So it looks like my battle with this ugly disease is not yet over. As a reminder, at my 4-year, post stem-cell transplant, anniversary, my blood work looked very positive with no m-spike and no trace of the disease. The doc asked that I get an MRI and have a bone marrow biopsy to ensure we’re looking at everything. Well, these tests did their job.

The MRI is identifying three places where the disease seems to be reoccurring. The lower spine (T10) and in the sacral and ischial areas of the pelvis. All of these are faint but seem to be related to the disease making a re-appearance.

The level is so small that it can only be identified in the MRI. The bone marrow biopsy identified 4 in 1000 cells having an issue which wouldn’t necessarily have thrown a flag. Because all my numbers had been so good previously we didn’t order the fiche study which breaks down, by gene, what’s going on in my body. Now that we believe something is there we need the fiche study to better identify the issue and help determine the specific direction we next proceed.

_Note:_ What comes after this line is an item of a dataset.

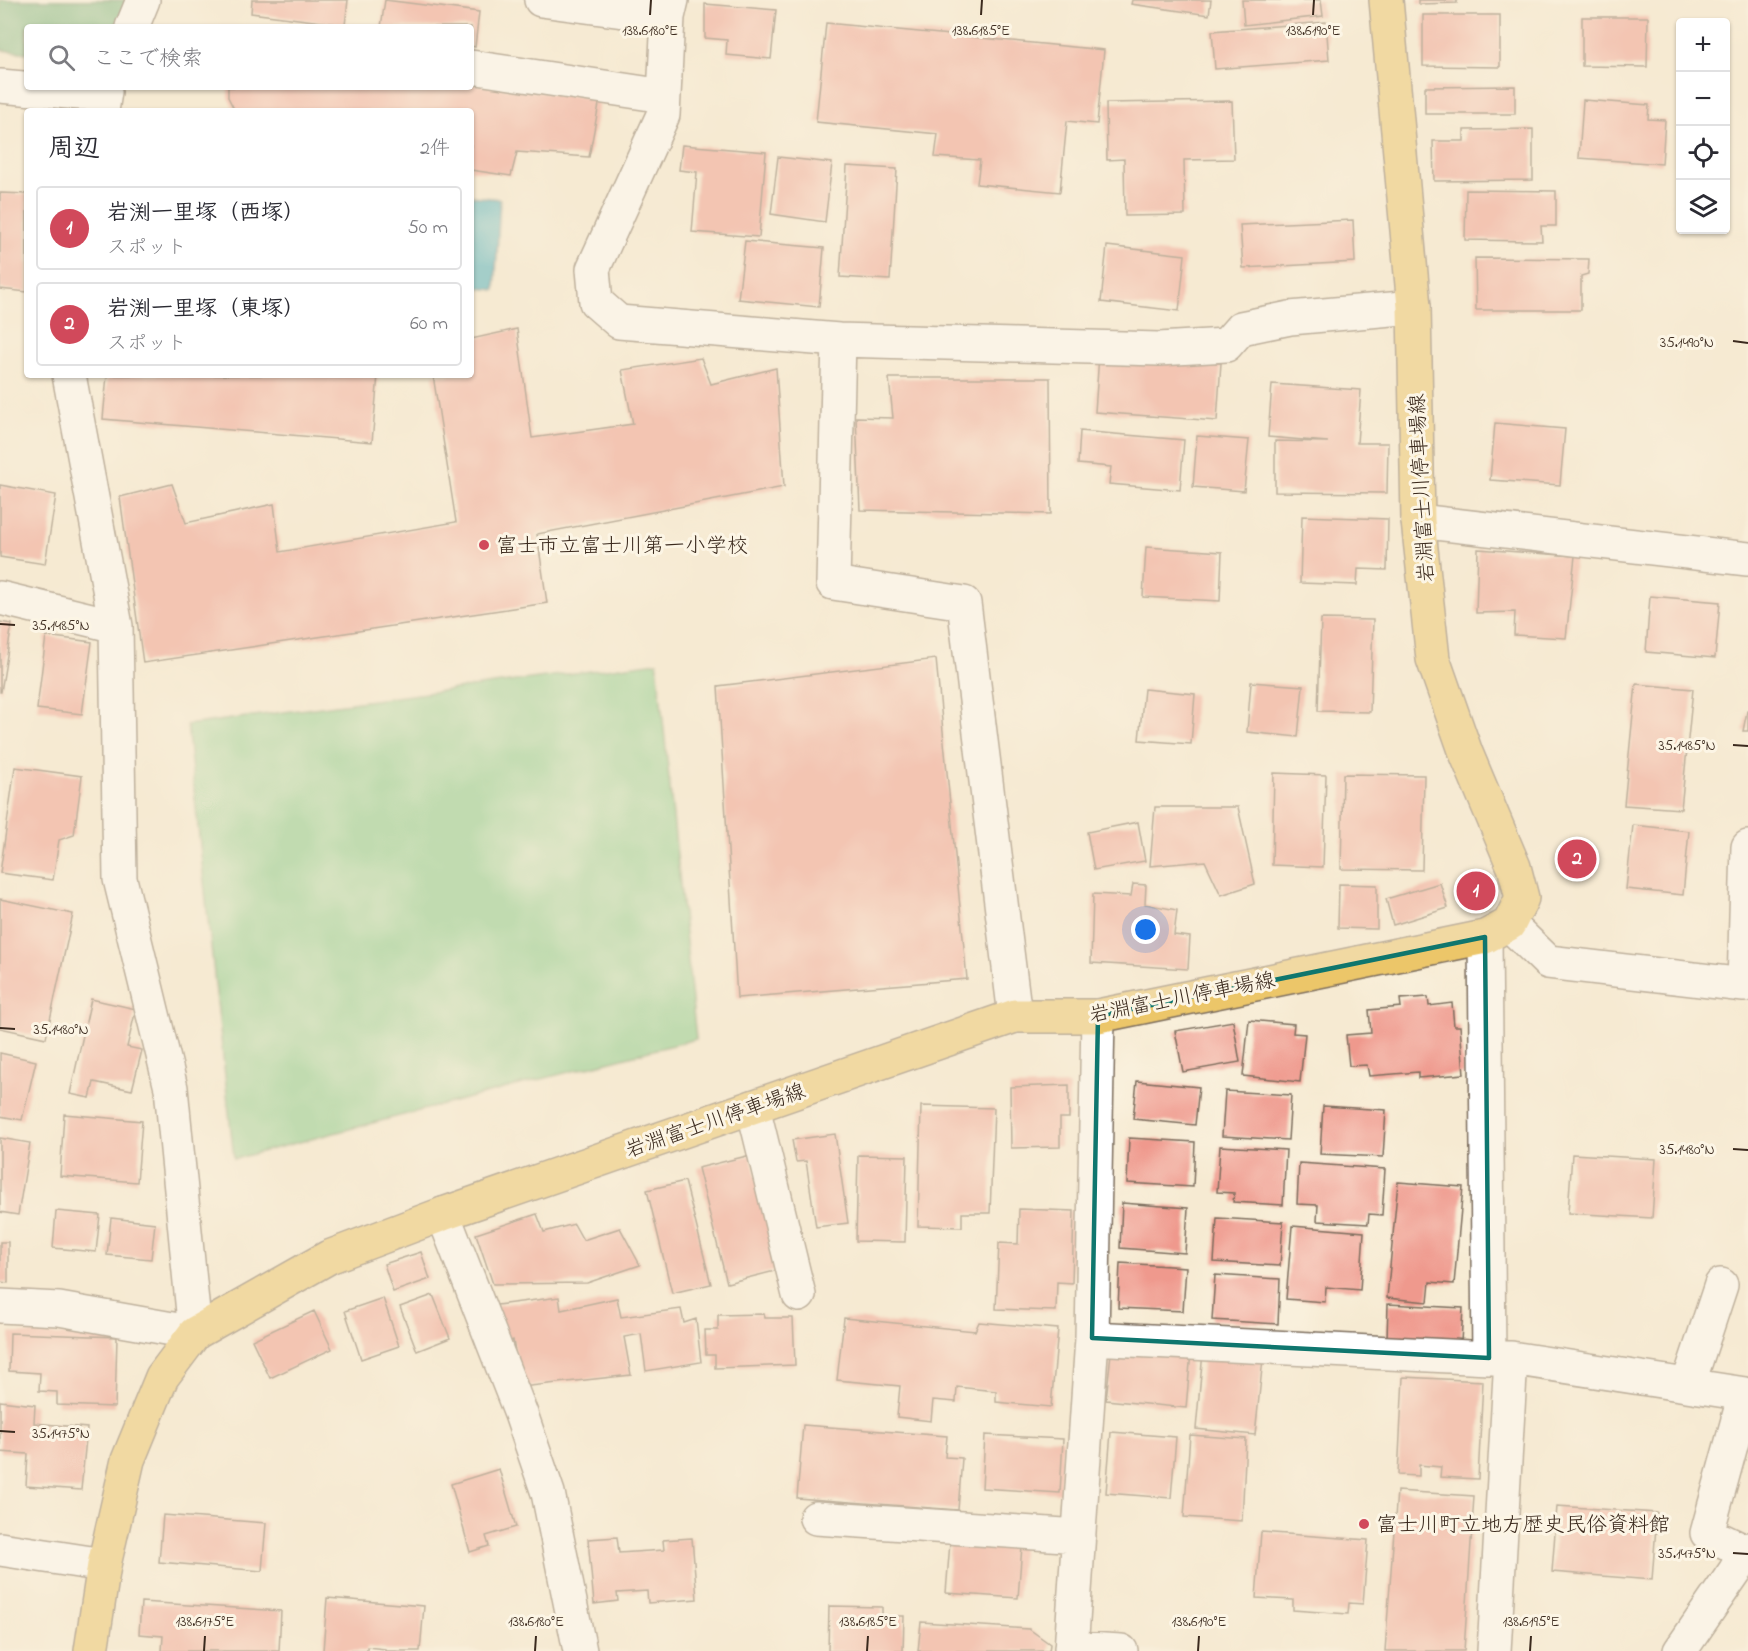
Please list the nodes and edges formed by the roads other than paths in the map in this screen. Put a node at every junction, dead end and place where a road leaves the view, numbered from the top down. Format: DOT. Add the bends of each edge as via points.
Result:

The first step is to do another BMB and his time we also do a PetCT. The PetCT will allow us to identify how “hot” the cancer might be in these areas. Even if not “hot” it doesn’t mean we don’t need to act. The BMB lets us do the fiche that wasn’t done previously. The goal is to spot any abnormalities, on a genome level now that we believe the disease is back. This will allow us to spot any mutations or things that could be causing the disease to come back.

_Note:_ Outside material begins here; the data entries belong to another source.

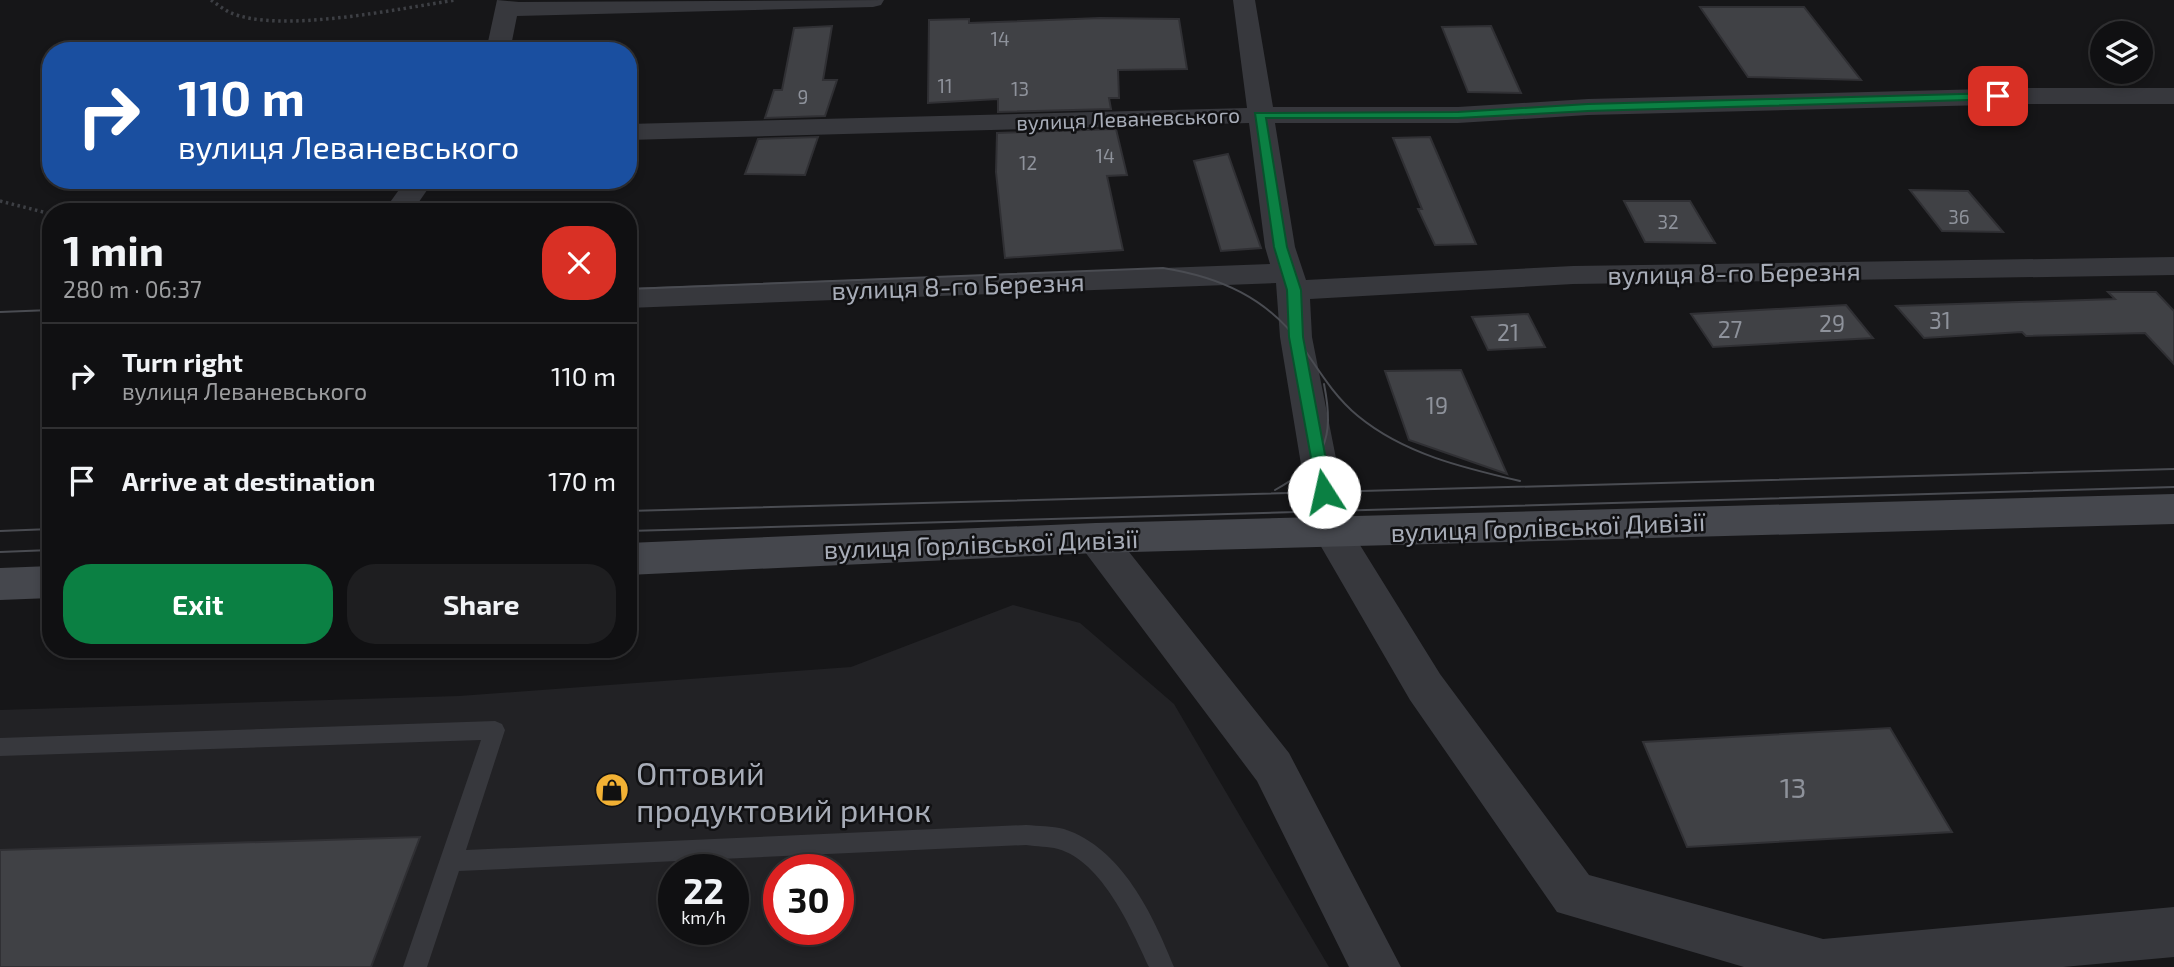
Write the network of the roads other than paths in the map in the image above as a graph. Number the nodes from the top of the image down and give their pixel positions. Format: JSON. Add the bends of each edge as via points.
{"nodes":[{"id":1,"x":873,"y":0,"type":"edge"},
{"id":2,"x":1244,"y":0,"type":"edge"},
{"id":3,"x":507,"y":5,"type":"edge"},
{"id":4,"x":502,"y":42,"type":"edge"},
{"id":5,"x":2174,"y":96,"type":"edge"},
{"id":6,"x":1259,"y":115,"type":"junction"},
{"id":7,"x":637,"y":132,"type":"edge"},
{"id":8,"x":2174,"y":266,"type":"edge"},
{"id":9,"x":1290,"y":281,"type":"junction"},
{"id":10,"x":637,"y":298,"type":"edge"},
{"id":11,"x":2174,"y":509,"type":"edge"},
{"id":12,"x":1331,"y":531,"type":"junction"},
{"id":13,"x":1096,"y":538,"type":"junction"},
{"id":14,"x":637,"y":559,"type":"edge"},
{"id":15,"x":42,"y":582,"type":"edge"},
{"id":16,"x":0,"y":584,"type":"edge"},
{"id":17,"x":0,"y":747,"type":"edge"},
{"id":18,"x":451,"y":862,"type":"junction"},
{"id":19,"x":2174,"y":932,"type":"edge"},
{"id":20,"x":1823,"y":966,"type":"edge"},
{"id":21,"x":415,"y":967,"type":"edge"},
{"id":22,"x":1162,"y":967,"type":"edge"},
{"id":23,"x":1376,"y":967,"type":"edge"}],
"edges":[{"from":1,"to":3,"type":"street"},
{"from":2,"to":6,"type":"street"},
{"from":3,"to":4,"type":"street"},
{"from":5,"to":6,"type":"street","name":"вулиця Леваневського","via":[[1588,107],[1458,115]]},
{"from":6,"to":7,"type":"street","name":"вулиця Леваневського"},
{"from":6,"to":9,"type":"street","via":[[1280,247]]},
{"from":8,"to":9,"type":"street","name":"вулиця 8-го Березня"},
{"from":9,"to":10,"type":"street","name":"вулиця 8-го Березня"},
{"from":9,"to":12,"type":"street"},
{"from":11,"to":12,"type":"main road","name":"вулиця Горлівської Дивізії"},
{"from":12,"to":13,"type":"main road","name":"вулиця Горлівської Дивізії"},
{"from":12,"to":20,"type":"street","via":[[1425,687],[1574,895]]},
{"from":13,"to":14,"type":"main road","name":"вулиця Горлівської Дивізії"},
{"from":13,"to":23,"type":"street","via":[[1273,766]]},
{"from":15,"to":16,"type":"main road"},
{"from":17,"to":18,"type":"lane","via":[[495,730]]},
{"from":18,"to":21,"type":"lane"},
{"from":18,"to":22,"type":"lane","via":[[1026,835],[1068,841],[1105,869],[1133,906]]},
{"from":19,"to":20,"type":"street"}]}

After these two procedures we will look at a new cocktail of drugs with the goal to completely remove the disease again. It took over 4 years for this thing to come back. If we can do the same again there are drugs on the testing circuit now that my doc believes will cure this disease. Essentially this becomes a maintenance disease, not a deadly disease.

We will go back on Zometa (bone strengthener) and will have a cocktail of Revlimid, Daratumumab (aka Darzalex), dex and velcade (if he can get the last approved in conjunction with the others). We will do this for sixth months with no idea of the effect it is having. The level of cancer is so small that it can’t be identified by blood work. After 6 months we will do another BMB and PetCT and evaluate the results.

Why do that now, why not just wait and see if it progresses? I’d rather address it and fight it immediately. I don’t want to see if it grows more — I’d rather just kick its ass now. On Thursday I go in for the second BMB and PetCT but it will be awhile before I get results. After the results I’ll have more insight as to what I do next. At some point in the future I’ll be back on chemo and dealing with steroids. And at some point after that, I’ll have no trace of the disease. And at some point after that, there will be drugs that will be a cure for this awful mess!

For now — soldier on and fight the good fight.